What to work on>
Starting at the line with "position:absolute; left:24px; bottom:20px;" and going on through the line with "position:relative; flex:none; width:814px;", reproduce each line in the records below exactly and nothing more.
*** Information ***
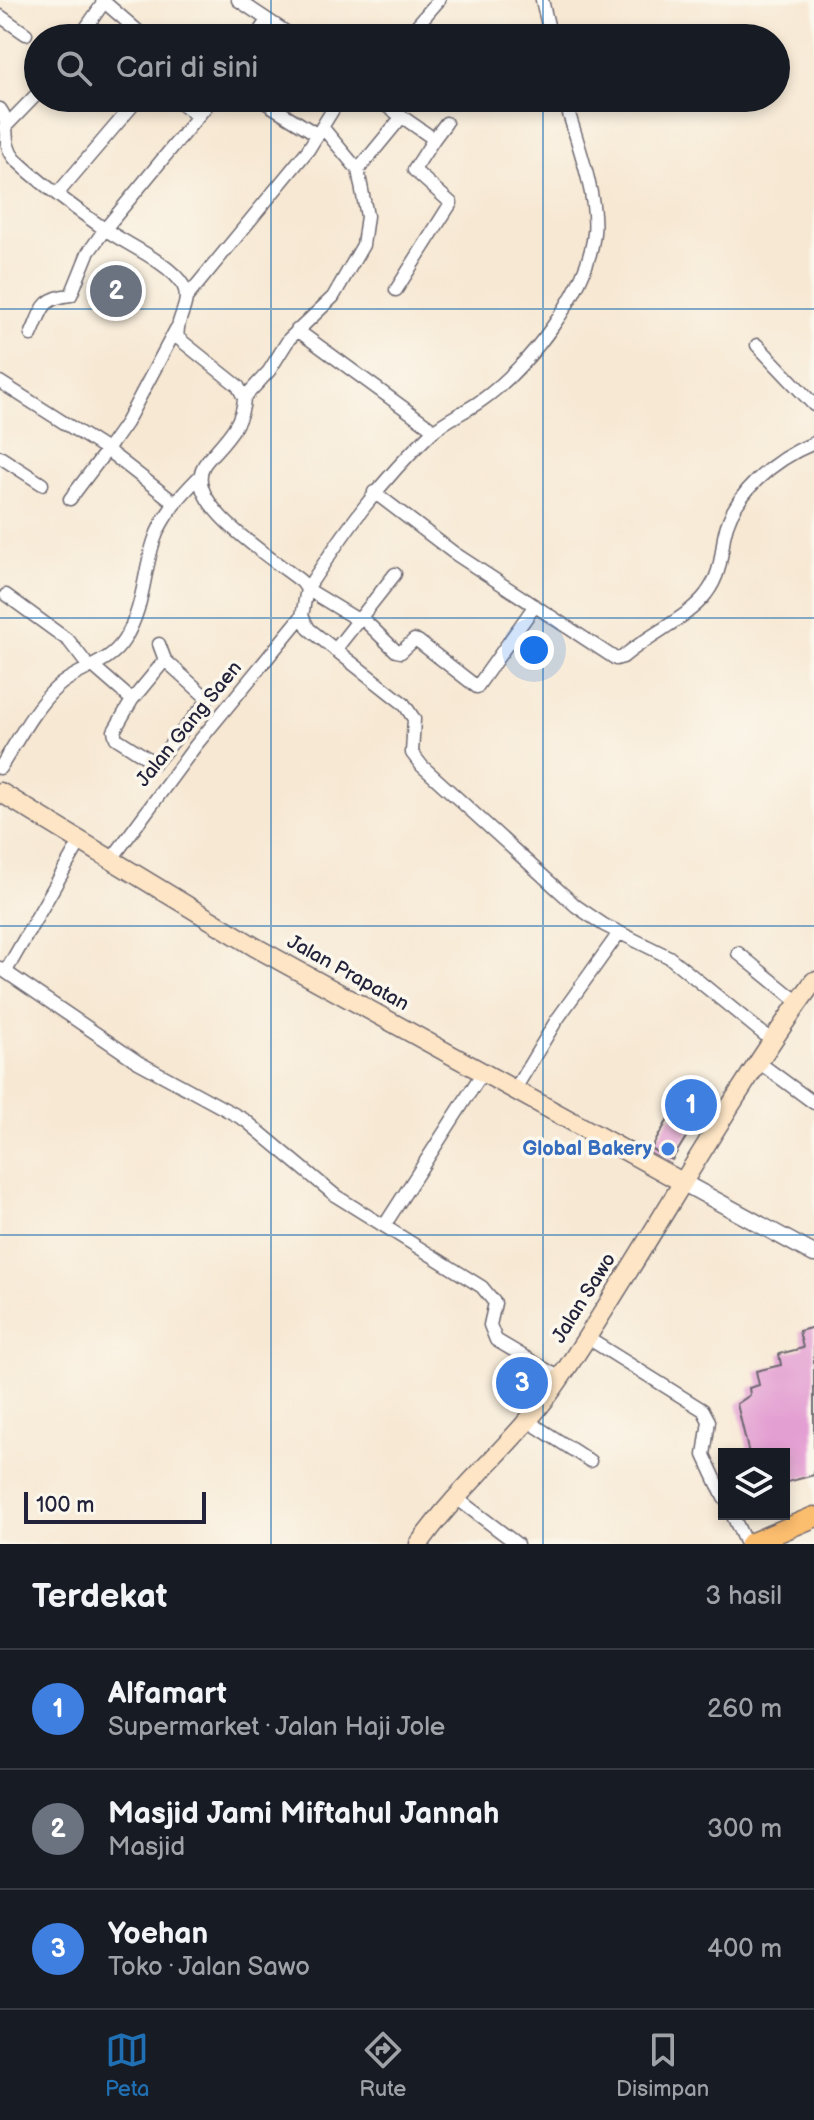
<!DOCTYPE html>
<html lang="id">
<head>
<meta charset="utf-8">
<style>
  body { margin:0; font-family:"Balsamiq Sans",sans-serif; background:#242831; color:#f1f3f6 }
  .controls { position:absolute; right:24px; bottom:24px; display:grid; overflow:hidden; border-radius:0px; box-shadow:0 4px 12px #0003 }
  .controls button { width:72px; height:72px; display:grid; place-items:center; padding:0; border:0; border-bottom:2px solid #363941; background:#171b24; color:#f1f3f6; font:40px sans-serif }
  .scale { position:absolute; left:24px; bottom:20px; width:182px; box-sizing:border-box; padding-left:8px; border:4px solid #22223b; border-top:0; font-size:22px; line-height:28px; white-space:nowrap; color:#22223b; -webkit-text-stroke:6px #fbf7ec; paint-order:stroke }
  .you { position:absolute; left:534px; top:650px; width:28px; height:28px; margin:-20px; border:6px solid #fff; border-radius:50%; background:#1a73e8; box-shadow:0 0 0 12px #1a73e833 }
  .badge { display:grid; place-items:center; width:52px; height:52px; border-radius:50%; background:#1f6fb2; color:#fff; font-size:26px; font-weight:700 }
  .pin { position:absolute; translate:-50% -50%; border:4px solid #fff; box-shadow:0 2px 8px #0006 }
  .list { margin:0; padding:0; list-style:none }
  h2 { display:flex; justify-content:space-between; align-items:center; height:104px; margin:0; padding:0 32px; font-size:34px }
  h2 small { font-size:26px; font-weight:400; color:#9ea1a6 }
  .list li { display:grid; grid-template-columns:52px 1fr auto; gap:24px; align-items:center; box-sizing:border-box; height:120px; padding:0 32px; border-top:2px solid #363941 }
  .list b { display:block; font-size:30px; white-space:nowrap }
  .list p { margin:0; font-size:26px; white-space:nowrap; color:#9ea1a6 }
  .list em { font-size:26px; font-style:normal; color:#9ea1a6 }
  .icon { flex:none; width:44px; height:44px; fill:none; stroke:currentColor; stroke-width:2; stroke-linecap:round; stroke-linejoin:round }
  .map { position:relative; flex:none; width:814px; height:1544px; overflow:hidden }
  .search { position:absolute; background:#171b24; box-shadow:0 4px 12px #0003; left:24px; right:24px; top:24px; height:88px; display:flex; align-items:center; gap:20px; box-sizing:border-box; padding:0 28px; border-radius:44px; color:#9ea1a6; font-size:30px }
  .sheet { height:464px; background:#171b24 }
  nav { display:flex; justify-content:space-around; align-items:center; box-sizing:border-box; height:112px; border-top:2px solid #363941; background:#171b24; font-size:22px; color:#9ea1a6 }
  nav a { display:grid; justify-items:center; gap:4px }
  nav .on { color:#1f6fb2 }
  .map>svg:first-child { display:block }
  .building { fill:#e39ed2 }
  .lines { fill:none; stroke-linecap:round; stroke-linejoin:round }
  .minor-casing { stroke:#6d6770; stroke-width:15 }
  .tertiary-casing { stroke:#6d6770; stroke-width:19 }
  .secondary-casing { stroke:#6d6770; stroke-width:21 }
  .primary-casing { stroke:#6d6770; stroke-width:23 }
  .minor { stroke:#fff; stroke-width:12 }
  .tertiary { stroke:#fff; stroke-width:16 }
  .secondary { stroke:#fde5c5; stroke-width:18 }
  .primary { stroke:#fbbd6e; stroke-width:20 }
  .grid { fill:none; stroke:#1f6fb2; stroke-width:2; stroke-opacity:0.55 }
  .shop-dot { fill:#3f7fe0; stroke:#fbf7ec; stroke-width:3 }
  .labels { text-anchor:middle; dominant-baseline:central; stroke-width:7; stroke-linejoin:round; paint-order:stroke }
  .street-label { font-size:20px; fill:#22223b; stroke:#fbf7ec }
  .shop-label { font-size:20px; font-weight:bold; fill:#366cbe; stroke:#fbf7ec; text-anchor:end }
</style>
</head>
<body>
<div class="map">
<svg width="814" height="1544" viewBox="0 0 814 1544">
  <rect width="100%" height="100%" fill="#fbf7ec"/>
  <filter id="ink" filterUnits="userSpaceOnUse"><feTurbulence type="fractalNoise" baseFrequency=".0125" numOctaves="2"/><feDisplacementMap in="SourceGraphic" scale="16" xChannelSelector="R" yChannelSelector="G"/><feConvolveMatrix kernelMatrix="1 2 1 2 8 2 1 2 1" color-interpolation-filters="sRGB"/></filter>
  <filter id="wash" filterUnits="userSpaceOnUse"><feTurbulence type="fractalNoise" baseFrequency=".006" numOctaves="4" result="noise"/><feDisplacementMap in="SourceGraphic" scale="32" xChannelSelector="R" yChannelSelector="G"/><feGaussianBlur stdDeviation="1.8" result="paint"/><feColorMatrix in="noise" values="0 0 0 0 0 0 0 0 0 0 0 0 0 0 0 0 0 1.4 0 .05"/><feComposite in="paint" operator="in"/></filter>
  <g filter="url(#wash)">
    <rect width="100%" height="100%" fill="#f7e8d3"/>
    <g id="blocks">
      <path class="building" d="M670,1116L691,1129L672,1160L651,1149Z
        M814,1327V1475L784,1483V1454H749L737,1404L750,1395L749,1388L759,1385L756,1371L781,1365L779,1354L803,1348L799,1331Z"/>
    </g>
  </g>
  <g filter="url(#ink)">
    <use href="#blocks" fill-opacity="0" stroke="#6d6770" stroke-width="2"/>
    <g class="lines">
      <g class="minor-casing">
        <path id="minor" d="M102,0L146,38
          M238,0L295,38
          M542,0L551,38
          M0,16L26,34
          M420,22L437,38
          M79,38L104,2
          M255,38L267,20
          M406,38L439,0
          M173,98L198,116
          M258,98L318,135
          M375,98L434,139L446,123
          M0,109C12,124 0,141 15,159C41,184 73,207 103,228C124,243 170,263 183,285C193,304 174,319 178,338L238,386L244,398C243,425 223,442 207,461C174,500 277,561 302,582L307,589L302,616L309,629L404,704L414,719L412,753L422,766L576,906L604,925L669,957L771,1040
          M4,128L38,93
          M358,170L400,119
          M58,193L139,98
          M396,290L451,203L414,170L434,139
          M187,297L308,150L340,98
          M297,330L434,430
          M31,335C43,309 41,298 71,295L88,253L105,229L213,98
          M757,345L814,405
          M0,382L107,450L126,423L176,329
          M244,398L269,371L289,339L333,297L363,245L367,216L358,170L323,128
          M0,457L42,484
          M374,492L454,553L616,659L623,657C647,636 689,617 706,594C720,576 721,558 724,537C732,493 775,459 814,443
          M70,499L107,450L175,503
          M6,595L69,641L89,667
          M361,617L396,651L401,652L414,640L418,641L477,687L533,608
          M358,620L307,589C344,532 381,480 431,433C446,419 466,412 482,400C528,367 588,291 594,233C598,197 575,135 564,98
          M159,644L165,660L132,700L114,731L116,738L155,763L206,703L207,698L165,660
          M335,650L395,574
          M93,666L132,700
          M0,768C17,742 33,709 56,688C77,668 108,666 124,640C144,609 143,574 154,541C162,516 181,495 199,477
          M111,860L196,745L302,616
          M738,953L798,1002
          M0,968L138,1062L245,1120L336,1196L482,1287L495,1303L490,1325L496,1340L560,1378
          M6,971L80,842
          M757,1061L814,1103
          M515,1089L556,1021L619,933
          M384,1226L483,1072
          M586,1337L703,1410L709,1421L704,1455L724,1498
          M528,1421L590,1461
          M455,1497L517,1544
          M732,1514L746,1544"/>
      </g>
      <g class="tertiary-casing">
        <path id="tertiary" d="M682,1182L814,1254"/>
      </g>
      <g class="secondary-casing">
        <path id="secondary" d="M0,792L255,947L682,1182
          M419,1544C461,1484 520,1439 561,1377C648,1247 722,1108 814,981"/>
      </g>
      <g class="primary-casing">
        <path id="primary" d="M750,1544L814,1517"/>
      </g>
      <use href="#minor" class="minor"/>
      <use href="#tertiary" class="tertiary"/>
      <use href="#secondary" class="secondary"/>
      <use href="#primary" class="primary"/>
    </g>
  </g>
  <path class="grid" d="M271,0V38M543,0V38M271,98V1544M543,98V1544M0,309H814M0,618H814M0,926H814M0,1235H814"/>
  <circle class="shop-dot" cx="668" cy="1149" r="8"/>
  <g class="labels">
    <g class="street-label">
      <text transform="translate(189 724) rotate(-51)">Jalan Gang Saen</text>
      <text transform="translate(348 973) rotate(29)">Jalan Prapatan</text>
      <text transform="translate(584 1298) rotate(-58)">Jalan Sawo</text>
    </g>
    <g class="shop-label">
      <text x="652" y="1149">Global Bakery</text>
    </g>
  </g>
</svg>
<div class="controls">
<button><svg class="icon" aria-label="layers" viewBox="0 0 24 24"><path d="M12 4l9 5-9 5-9-5zM3 14l9 5 9-5"/></svg></button>
</div>
<div class="scale">100 m</div>
<div class="you"></div>
<div class="pin badge" style="left:691px;top:1105px;background:#3f7fe0">1</div>
<div class="pin badge" style="left:116px;top:291px;background:#6b7280">2</div>
<div class="pin badge" style="left:522px;top:1383px;background:#3f7fe0">3</div>
<div class="search"><svg class="icon" aria-label="search" viewBox="0 0 24 24"><circle cx="10" cy="10" r="6"/><path d="M15 15l6 6"/></svg>Cari di sini</div>
</div>
<section class="sheet">
<h2>Terdekat<small>3 hasil</small></h2>
<ul class="list">
<li><span class="badge" style="background:#3f7fe0">1</span><div><b>Alfamart</b><p>Supermarket · Jalan Haji Jole</p></div><em>260 m</em></li>
<li><span class="badge" style="background:#6b7280">2</span><div><b>Masjid Jami Miftahul Jannah</b><p>Masjid</p></div><em>300 m</em></li>
<li><span class="badge" style="background:#3f7fe0">3</span><div><b>Yoehan</b><p>Toko · Jalan Sawo</p></div><em>400 m</em></li>
</ul>
</section>
<nav>
<a class="on"><svg class="icon" aria-label="map" viewBox="0 0 24 24"><path d="M3 6l6-2 6 2 6-2v14l-6 2-6-2-6 2zM9 4v14M15 6v14"/></svg>Peta</a>
<a><svg class="icon" aria-label="directions" viewBox="0 0 24 24"><path d="M12 3l9 9-9 9-9-9zM9 14v-3h6M13 9l2 2-2 2"/></svg>Rute</a>
<a><svg class="icon" aria-label="saved" viewBox="0 0 24 24"><path d="M7 4h10v16l-5-4-5 4z"/></svg>Disimpan</a>
</nav>
</body>
</html>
***
Exercise response>
  .scale { position:absolute; left:24px; bottom:20px; width:182px; box-sizing:border-box; padding-left:8px; border:4px solid #22223b; border-top:0; font-size:22px; line-height:28px; white-space:nowrap; color:#22223b; -webkit-text-stroke:6px #fbf7ec; paint-order:stroke }
  .you { position:absolute; left:534px; top:650px; width:28px; height:28px; margin:-20px; border:6px solid #fff; border-radius:50%; background:#1a73e8; box-shadow:0 0 0 12px #1a73e833 }
  .badge { display:grid; place-items:center; width:52px; height:52px; border-radius:50%; background:#1f6fb2; color:#fff; font-size:26px; font-weight:700 }
  .pin { position:absolute; translate:-50% -50%; border:4px solid #fff; box-shadow:0 2px 8px #0006 }
  .list { margin:0; padding:0; list-style:none }
  h2 { display:flex; justify-content:space-between; align-items:center; height:104px; margin:0; padding:0 32px; font-size:34px }
  h2 small { font-size:26px; font-weight:400; color:#9ea1a6 }
  .list li { display:grid; grid-template-columns:52px 1fr auto; gap:24px; align-items:center; box-sizing:border-box; height:120px; padding:0 32px; border-top:2px solid #363941 }
  .list b { display:block; font-size:30px; white-space:nowrap }
  .list p { margin:0; font-size:26px; white-space:nowrap; color:#9ea1a6 }
  .list em { font-size:26px; font-style:normal; color:#9ea1a6 }
  .icon { flex:none; width:44px; height:44px; fill:none; stroke:currentColor; stroke-width:2; stroke-linecap:round; stroke-linejoin:round }
  .map { position:relative; flex:none; width:814px; height:1544px; overflow:hidden }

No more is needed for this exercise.